Your answer must be the data repeated exactly, with no pictures in it.

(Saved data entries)
◇ ◇ ◇ ◇ ◇ ◇ ◇

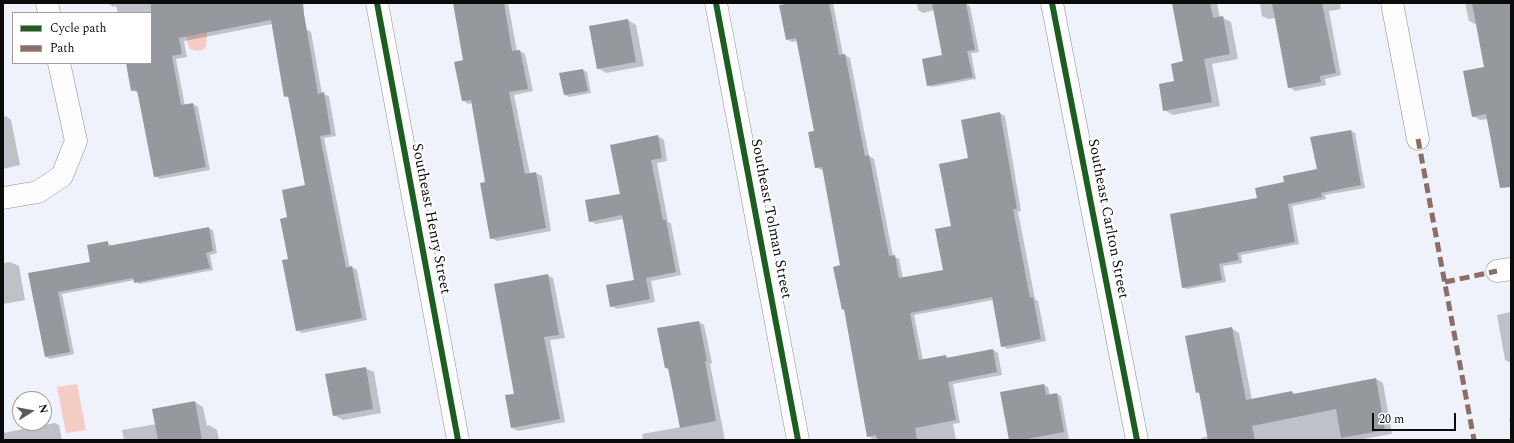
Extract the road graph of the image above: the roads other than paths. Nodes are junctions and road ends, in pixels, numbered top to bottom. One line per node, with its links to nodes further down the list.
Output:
1 (377, 3): 8 (street, Southeast Henry Street)
2 (716, 3): 9 (street, Southeast Tolman Street)
3 (1052, 3): 10 (street, Southeast Carlton Street)
4 (1392, 3): 6 (street)
5 (59, 64): 7 (street)
6 (1418, 139)
7 (3, 198)
8 (458, 440)
9 (798, 440)
10 (1137, 440)

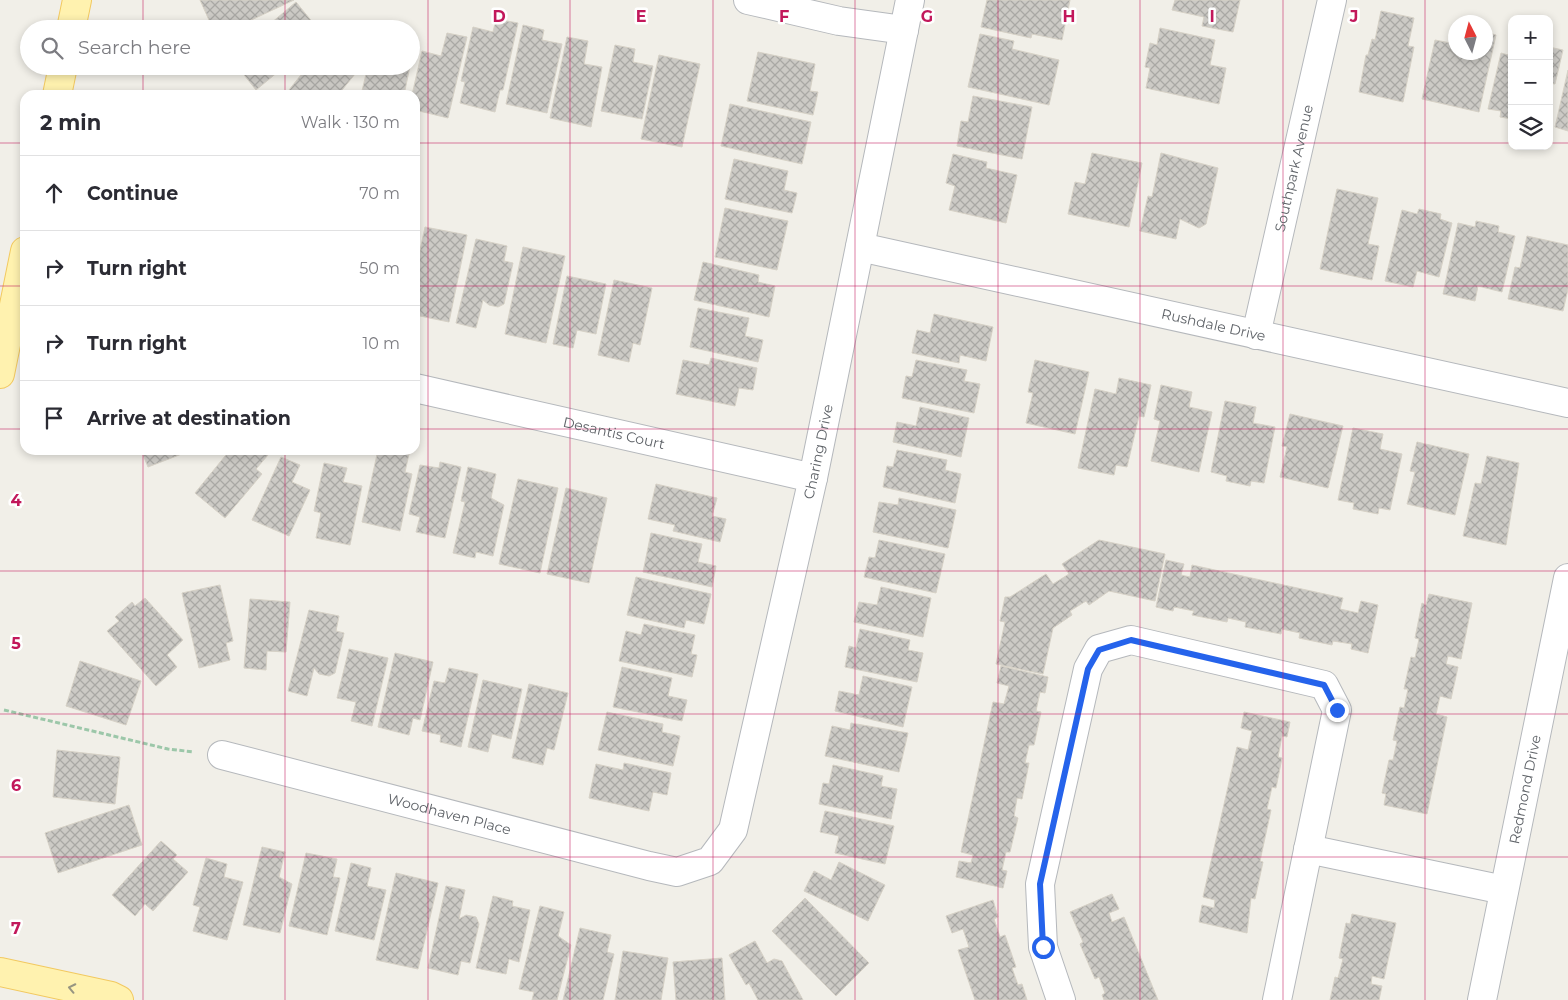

◇ ◇ ◇ ◇ ◇ ◇ ◇

**Written answer**.
Extract the road graph of the image above: the roads other than paths. Nodes are junctions and road ends, in pixels, numbered top to bottom. One line per node, with its links to nodes further down the list.
Output:
1 (377, 3): 8 (street, Southeast Henry Street)
2 (716, 3): 9 (street, Southeast Tolman Street)
3 (1052, 3): 10 (street, Southeast Carlton Street)
4 (1392, 3): 6 (street)
5 (59, 64): 7 (street)
6 (1418, 139)
7 (3, 198)
8 (458, 440)
9 (798, 440)
10 (1137, 440)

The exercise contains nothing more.